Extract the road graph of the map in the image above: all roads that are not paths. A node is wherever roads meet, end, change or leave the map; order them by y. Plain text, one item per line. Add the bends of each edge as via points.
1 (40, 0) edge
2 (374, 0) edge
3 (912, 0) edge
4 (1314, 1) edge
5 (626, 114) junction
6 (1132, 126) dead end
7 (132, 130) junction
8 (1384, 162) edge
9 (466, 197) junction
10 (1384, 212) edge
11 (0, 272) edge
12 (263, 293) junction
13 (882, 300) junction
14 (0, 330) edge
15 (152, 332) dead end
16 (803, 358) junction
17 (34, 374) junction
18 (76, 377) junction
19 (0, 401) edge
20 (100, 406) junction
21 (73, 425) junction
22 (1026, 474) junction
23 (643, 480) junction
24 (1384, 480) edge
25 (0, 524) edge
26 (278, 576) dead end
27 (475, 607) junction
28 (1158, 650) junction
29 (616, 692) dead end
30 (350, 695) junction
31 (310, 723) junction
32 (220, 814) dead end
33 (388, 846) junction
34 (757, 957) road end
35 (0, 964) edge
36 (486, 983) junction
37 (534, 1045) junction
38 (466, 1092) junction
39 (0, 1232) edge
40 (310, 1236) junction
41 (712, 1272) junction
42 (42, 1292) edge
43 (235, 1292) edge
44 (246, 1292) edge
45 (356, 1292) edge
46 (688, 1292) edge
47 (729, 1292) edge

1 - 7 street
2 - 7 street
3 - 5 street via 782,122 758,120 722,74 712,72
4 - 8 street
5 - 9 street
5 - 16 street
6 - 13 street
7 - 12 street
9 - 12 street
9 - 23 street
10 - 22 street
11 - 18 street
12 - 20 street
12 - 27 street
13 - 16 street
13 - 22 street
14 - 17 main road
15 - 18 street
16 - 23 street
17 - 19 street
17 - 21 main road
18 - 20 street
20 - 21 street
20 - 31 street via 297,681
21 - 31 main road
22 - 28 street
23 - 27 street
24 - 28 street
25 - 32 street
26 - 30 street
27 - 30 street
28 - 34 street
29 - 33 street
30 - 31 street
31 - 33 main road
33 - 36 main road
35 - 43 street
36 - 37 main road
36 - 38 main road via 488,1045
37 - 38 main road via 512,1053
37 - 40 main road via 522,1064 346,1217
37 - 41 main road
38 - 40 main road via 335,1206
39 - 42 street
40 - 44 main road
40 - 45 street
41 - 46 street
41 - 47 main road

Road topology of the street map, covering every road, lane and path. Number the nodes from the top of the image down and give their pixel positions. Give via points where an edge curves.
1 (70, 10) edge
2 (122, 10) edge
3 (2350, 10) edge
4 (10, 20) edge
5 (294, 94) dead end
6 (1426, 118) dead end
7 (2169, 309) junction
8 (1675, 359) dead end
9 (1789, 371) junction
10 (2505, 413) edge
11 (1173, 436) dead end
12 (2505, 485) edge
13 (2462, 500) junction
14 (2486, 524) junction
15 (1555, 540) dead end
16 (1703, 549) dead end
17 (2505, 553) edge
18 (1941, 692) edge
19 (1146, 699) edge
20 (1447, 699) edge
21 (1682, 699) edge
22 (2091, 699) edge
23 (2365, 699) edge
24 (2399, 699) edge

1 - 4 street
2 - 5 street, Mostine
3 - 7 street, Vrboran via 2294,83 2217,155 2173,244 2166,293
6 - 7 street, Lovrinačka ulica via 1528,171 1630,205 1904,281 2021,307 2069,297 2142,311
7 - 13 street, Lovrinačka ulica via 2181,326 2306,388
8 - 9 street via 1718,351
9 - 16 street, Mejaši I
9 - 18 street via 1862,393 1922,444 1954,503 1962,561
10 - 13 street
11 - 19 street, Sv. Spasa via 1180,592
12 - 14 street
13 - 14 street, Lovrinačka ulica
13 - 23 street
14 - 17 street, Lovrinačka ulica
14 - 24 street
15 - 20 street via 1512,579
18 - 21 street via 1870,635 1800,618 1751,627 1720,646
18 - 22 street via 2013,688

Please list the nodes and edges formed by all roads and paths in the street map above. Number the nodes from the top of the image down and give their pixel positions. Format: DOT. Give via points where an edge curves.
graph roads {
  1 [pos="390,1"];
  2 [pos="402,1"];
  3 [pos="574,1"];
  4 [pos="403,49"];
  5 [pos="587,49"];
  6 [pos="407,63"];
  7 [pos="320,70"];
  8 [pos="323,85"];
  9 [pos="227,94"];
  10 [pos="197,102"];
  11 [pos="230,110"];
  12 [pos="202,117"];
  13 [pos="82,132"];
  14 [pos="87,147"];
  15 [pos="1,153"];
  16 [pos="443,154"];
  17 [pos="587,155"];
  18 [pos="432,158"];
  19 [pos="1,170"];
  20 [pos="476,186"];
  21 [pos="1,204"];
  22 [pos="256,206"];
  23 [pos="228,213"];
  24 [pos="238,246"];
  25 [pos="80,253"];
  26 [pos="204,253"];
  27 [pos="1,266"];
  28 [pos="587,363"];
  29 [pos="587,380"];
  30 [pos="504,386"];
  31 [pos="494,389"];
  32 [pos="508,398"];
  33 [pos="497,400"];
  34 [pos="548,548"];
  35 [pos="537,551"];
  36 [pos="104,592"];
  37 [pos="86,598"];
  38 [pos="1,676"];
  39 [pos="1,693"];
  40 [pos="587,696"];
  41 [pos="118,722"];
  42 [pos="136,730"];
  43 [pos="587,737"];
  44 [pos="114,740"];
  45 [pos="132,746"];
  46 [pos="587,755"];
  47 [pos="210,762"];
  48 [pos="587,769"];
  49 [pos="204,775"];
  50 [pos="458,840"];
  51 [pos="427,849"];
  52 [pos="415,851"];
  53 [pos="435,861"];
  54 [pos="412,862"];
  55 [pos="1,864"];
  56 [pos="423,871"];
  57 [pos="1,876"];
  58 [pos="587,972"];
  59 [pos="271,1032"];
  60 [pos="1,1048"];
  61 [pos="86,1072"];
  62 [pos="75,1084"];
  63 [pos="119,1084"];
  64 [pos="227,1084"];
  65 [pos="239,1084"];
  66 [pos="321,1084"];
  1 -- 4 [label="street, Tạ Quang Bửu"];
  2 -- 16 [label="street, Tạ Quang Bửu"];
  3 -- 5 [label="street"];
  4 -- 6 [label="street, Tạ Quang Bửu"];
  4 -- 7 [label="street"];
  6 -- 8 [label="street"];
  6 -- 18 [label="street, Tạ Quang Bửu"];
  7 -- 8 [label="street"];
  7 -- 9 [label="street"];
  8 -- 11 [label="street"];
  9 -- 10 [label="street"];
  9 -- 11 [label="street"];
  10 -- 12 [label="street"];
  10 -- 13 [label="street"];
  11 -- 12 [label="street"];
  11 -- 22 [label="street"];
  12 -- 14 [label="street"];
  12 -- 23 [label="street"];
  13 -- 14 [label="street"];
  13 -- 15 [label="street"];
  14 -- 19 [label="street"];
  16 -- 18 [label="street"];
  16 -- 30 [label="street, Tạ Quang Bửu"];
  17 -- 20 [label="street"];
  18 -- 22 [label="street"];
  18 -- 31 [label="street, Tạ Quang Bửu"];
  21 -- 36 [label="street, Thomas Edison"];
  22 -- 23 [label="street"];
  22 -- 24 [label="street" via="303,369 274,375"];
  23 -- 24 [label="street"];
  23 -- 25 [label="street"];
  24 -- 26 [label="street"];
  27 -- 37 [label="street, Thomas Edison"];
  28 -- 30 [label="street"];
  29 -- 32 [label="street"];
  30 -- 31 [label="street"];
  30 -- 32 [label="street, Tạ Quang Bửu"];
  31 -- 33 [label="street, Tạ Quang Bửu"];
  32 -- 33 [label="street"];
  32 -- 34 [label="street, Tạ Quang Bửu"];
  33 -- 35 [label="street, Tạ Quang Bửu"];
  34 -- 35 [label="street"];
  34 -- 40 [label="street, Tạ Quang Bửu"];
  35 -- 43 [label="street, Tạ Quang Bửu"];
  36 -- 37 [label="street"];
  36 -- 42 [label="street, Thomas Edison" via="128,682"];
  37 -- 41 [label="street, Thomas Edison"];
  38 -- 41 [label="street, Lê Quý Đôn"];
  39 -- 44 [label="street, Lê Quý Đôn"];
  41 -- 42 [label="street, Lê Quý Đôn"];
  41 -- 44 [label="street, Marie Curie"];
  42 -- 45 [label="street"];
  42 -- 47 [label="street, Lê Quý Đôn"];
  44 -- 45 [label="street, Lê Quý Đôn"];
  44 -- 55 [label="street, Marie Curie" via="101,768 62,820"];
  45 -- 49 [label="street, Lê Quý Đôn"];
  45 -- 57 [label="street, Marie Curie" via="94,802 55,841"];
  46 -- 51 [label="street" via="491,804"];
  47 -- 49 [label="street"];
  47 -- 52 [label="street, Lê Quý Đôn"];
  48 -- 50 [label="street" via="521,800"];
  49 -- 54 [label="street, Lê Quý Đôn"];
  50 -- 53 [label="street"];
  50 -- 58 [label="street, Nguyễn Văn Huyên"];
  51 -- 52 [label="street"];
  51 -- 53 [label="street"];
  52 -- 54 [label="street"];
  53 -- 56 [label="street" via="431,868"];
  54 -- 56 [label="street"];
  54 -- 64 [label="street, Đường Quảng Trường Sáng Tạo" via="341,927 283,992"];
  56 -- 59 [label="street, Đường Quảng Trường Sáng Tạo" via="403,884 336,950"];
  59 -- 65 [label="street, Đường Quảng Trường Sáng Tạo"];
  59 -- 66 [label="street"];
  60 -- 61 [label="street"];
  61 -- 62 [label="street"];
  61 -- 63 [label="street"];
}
========
**Work request:** Make a copy of each line in the records that has the word "Number".

**Task answer:**
Road topology of the street map, covering every road, lane and path. Number the nodes from the top of the image down and give their pixel positions. Give via points where an edge curves.
Please list the nodes and edges formed by all roads and paths in the street map above. Number the nodes from the top of the image down and give their pixel positions. Format: DOT. Give via points where an edge curves.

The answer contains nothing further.